Another important trend has been the decoupling of U.S. and global prices for natural gas. Figure 5 shows the U.S. prices for natural gas (at Henry Hub) compared with EU and Japanese prices from 1992 to 2012. In a similar fashion as the discussion in Section 3.1, while natural gas prices in the U.S. and globally (in particular, the EU and Japan) have tracked each other for decades, their price trends started to diverge in 2009 because of the growth in domestic gas production. In fact, from 2003–2005, U.S. natural gas prices were higher than in the EU and Japan because of declining domestic production and limited capacity for importing liquefied natural gas (LNG).
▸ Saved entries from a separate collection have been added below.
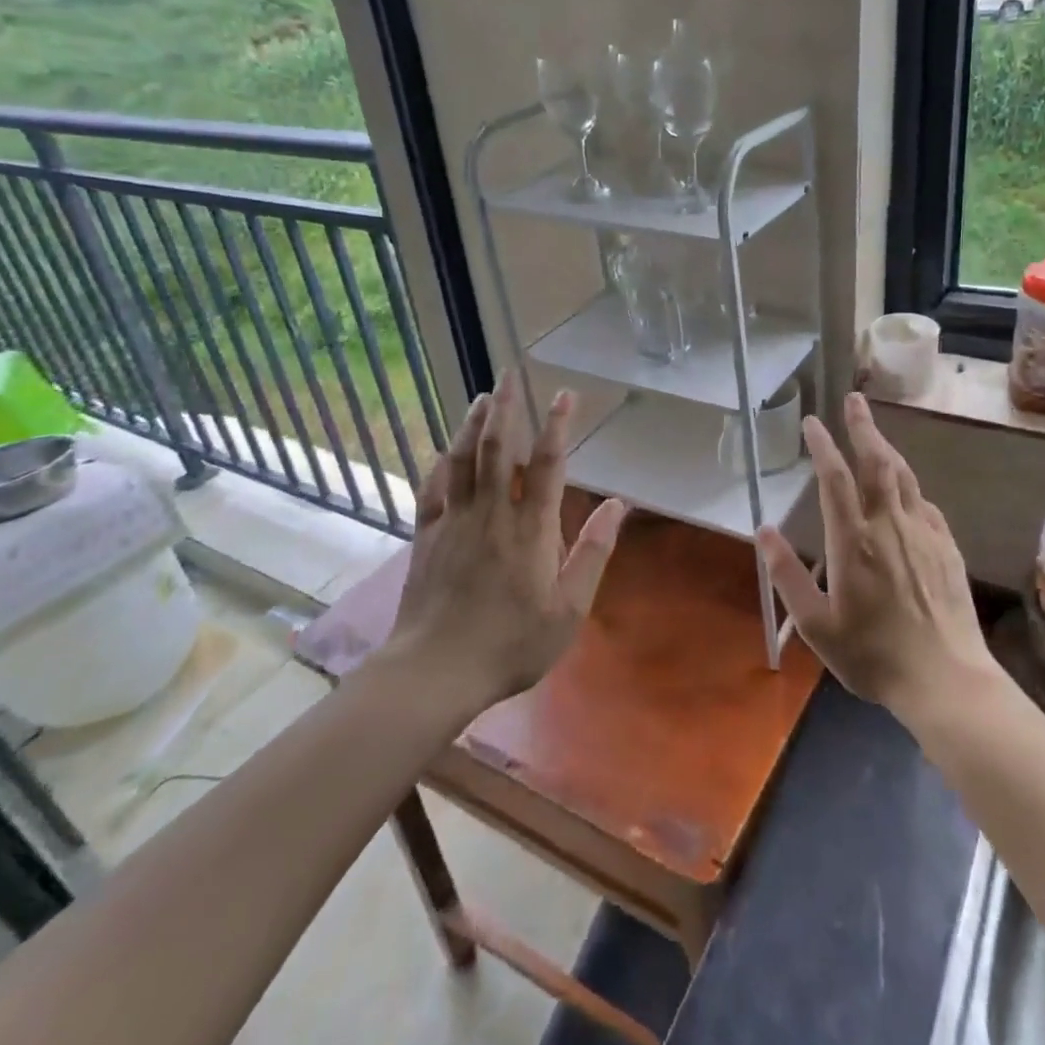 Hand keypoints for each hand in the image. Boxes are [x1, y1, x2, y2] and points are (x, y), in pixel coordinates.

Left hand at [384, 371, 626, 711]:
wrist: (435, 671)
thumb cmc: (511, 643)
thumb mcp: (568, 609)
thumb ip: (592, 552)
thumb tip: (618, 505)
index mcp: (529, 528)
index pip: (545, 463)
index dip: (556, 425)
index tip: (563, 394)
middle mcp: (491, 513)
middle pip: (497, 448)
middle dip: (506, 407)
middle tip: (510, 374)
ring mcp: (453, 522)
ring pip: (463, 460)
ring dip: (473, 424)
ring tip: (482, 397)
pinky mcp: (426, 537)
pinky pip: (433, 489)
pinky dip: (440, 464)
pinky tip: (444, 451)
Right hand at [757, 393, 994, 722]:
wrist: (945, 679)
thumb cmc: (872, 655)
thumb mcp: (815, 624)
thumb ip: (787, 574)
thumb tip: (763, 530)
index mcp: (853, 540)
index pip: (834, 477)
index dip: (822, 445)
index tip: (812, 422)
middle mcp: (889, 525)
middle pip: (876, 462)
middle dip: (863, 427)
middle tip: (854, 400)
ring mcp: (923, 533)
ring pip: (904, 476)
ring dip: (887, 448)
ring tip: (875, 433)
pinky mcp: (947, 547)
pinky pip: (925, 504)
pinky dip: (910, 486)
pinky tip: (907, 491) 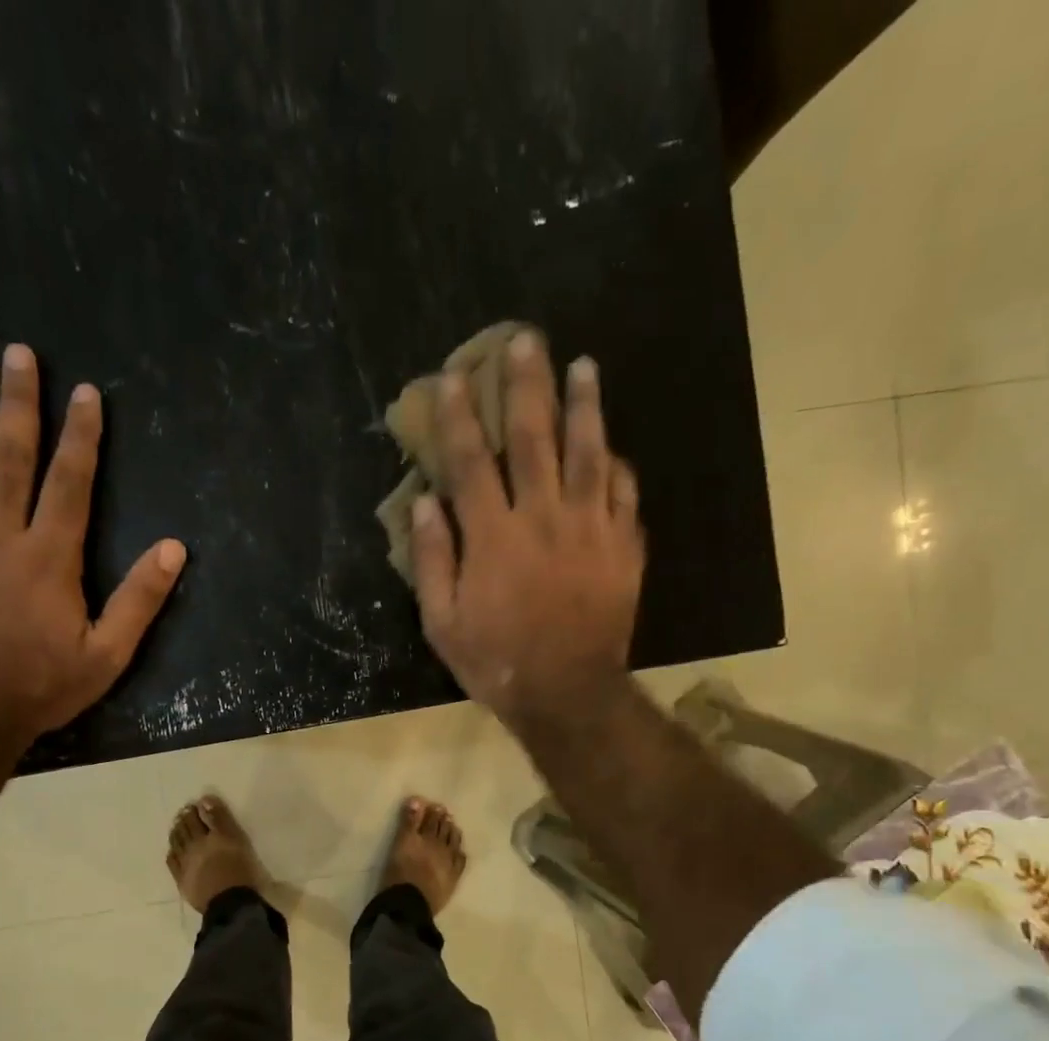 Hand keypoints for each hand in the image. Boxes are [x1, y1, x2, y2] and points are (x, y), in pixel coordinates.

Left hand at [0, 344, 185, 747]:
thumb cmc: (42, 686)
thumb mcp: (108, 652)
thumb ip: (140, 599)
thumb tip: (174, 548)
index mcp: (49, 557)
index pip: (69, 483)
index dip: (80, 436)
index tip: (85, 392)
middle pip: (9, 460)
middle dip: (16, 405)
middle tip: (15, 354)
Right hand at [409, 331, 643, 732]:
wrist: (567, 693)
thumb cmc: (496, 661)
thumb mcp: (442, 622)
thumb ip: (433, 559)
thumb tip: (425, 502)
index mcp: (494, 536)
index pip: (472, 461)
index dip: (459, 416)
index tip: (453, 377)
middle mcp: (543, 517)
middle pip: (535, 438)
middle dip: (527, 385)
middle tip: (526, 340)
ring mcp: (590, 528)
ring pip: (589, 453)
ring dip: (584, 406)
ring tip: (584, 366)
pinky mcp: (623, 547)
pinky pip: (624, 494)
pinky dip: (617, 466)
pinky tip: (613, 448) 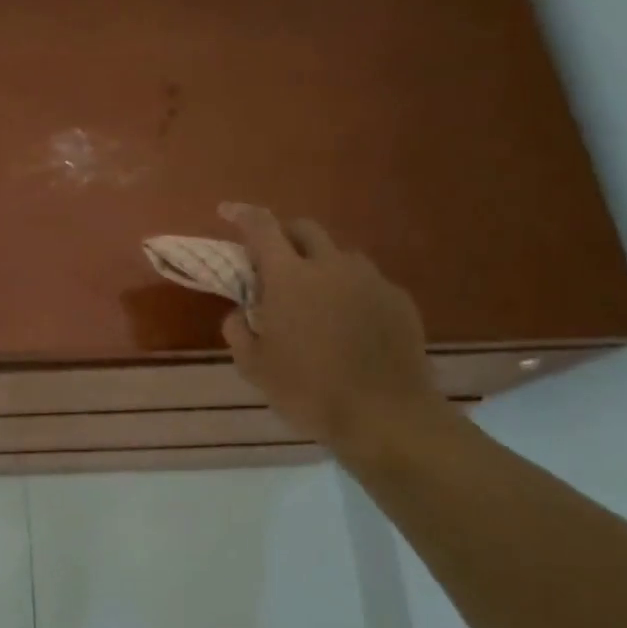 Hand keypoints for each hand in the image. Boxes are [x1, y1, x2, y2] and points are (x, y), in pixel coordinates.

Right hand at [218, 204, 447, 461]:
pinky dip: (350, 289)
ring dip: (320, 263)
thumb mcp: (254, 367)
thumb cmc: (308, 390)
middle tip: (272, 259)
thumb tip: (241, 311)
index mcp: (289, 277)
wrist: (385, 415)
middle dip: (284, 235)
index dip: (242, 214)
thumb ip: (238, 330)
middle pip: (305, 229)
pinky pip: (367, 281)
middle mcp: (330, 266)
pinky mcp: (398, 300)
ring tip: (315, 295)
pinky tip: (348, 321)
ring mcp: (370, 280)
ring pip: (340, 254)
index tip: (227, 212)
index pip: (261, 227) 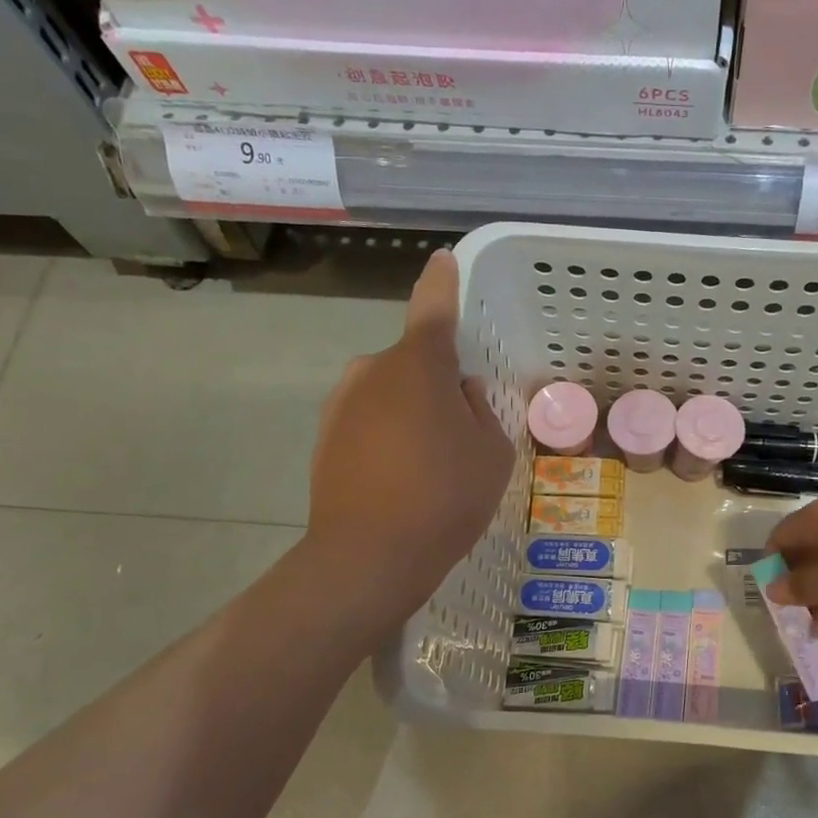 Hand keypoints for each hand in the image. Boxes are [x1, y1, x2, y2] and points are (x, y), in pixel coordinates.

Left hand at [304, 250, 513, 625]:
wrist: (368, 557)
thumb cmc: (444, 496)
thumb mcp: (492, 452)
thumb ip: (481, 411)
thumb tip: (461, 392)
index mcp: (418, 364)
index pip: (434, 307)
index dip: (442, 282)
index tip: (443, 260)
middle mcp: (372, 370)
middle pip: (413, 362)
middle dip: (437, 383)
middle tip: (462, 432)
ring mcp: (342, 404)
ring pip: (391, 394)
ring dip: (412, 412)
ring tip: (432, 466)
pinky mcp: (325, 438)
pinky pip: (370, 421)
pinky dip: (388, 437)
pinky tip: (402, 480)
At that time, and for the preceding years, the U.S. prices were tightly coupled to global markets through its LNG imports setting the marginal price of gas.
Consequently, billions of dollars of investments were made to increase LNG import capacity in the U.S. That new import capacity came online concurrently with higher domestic production, in what can only be described as horribly ironic timing: because domestic production grew so quickly, those new imports were no longer necessary, and much of that importing capacity remains idle today. In fact, once production increased in 2009, the U.S. was then limited by its capacity to export LNG (which is in contrast to the situation just a few years prior, during which the U.S. was limited by its capacity to import gas), so gas prices plummeted despite growing global demand. Thus, while the U.S. was tightly coupled to global gas markets for well over a decade, it has been decoupled for the last several years. At the same time, the EU and Japan are tightly coupled to the world gas markets, (with the EU served by LNG and pipelines from the Former Soviet Union, and Japan served by LNG). How long these prices remain decoupled will depend on U.S. production of natural gas, U.S. demand for natural gas, and the time it takes for these isolated markets to connect again. In fact, LNG terminal operators are now investing billions of dollars to turn their terminals around so that they can buy cheap natural gas in the U.S. that they can sell at higher prices to the EU and Japan. Once those terminals are turned around, these geographically-divergent market prices should come back into convergence.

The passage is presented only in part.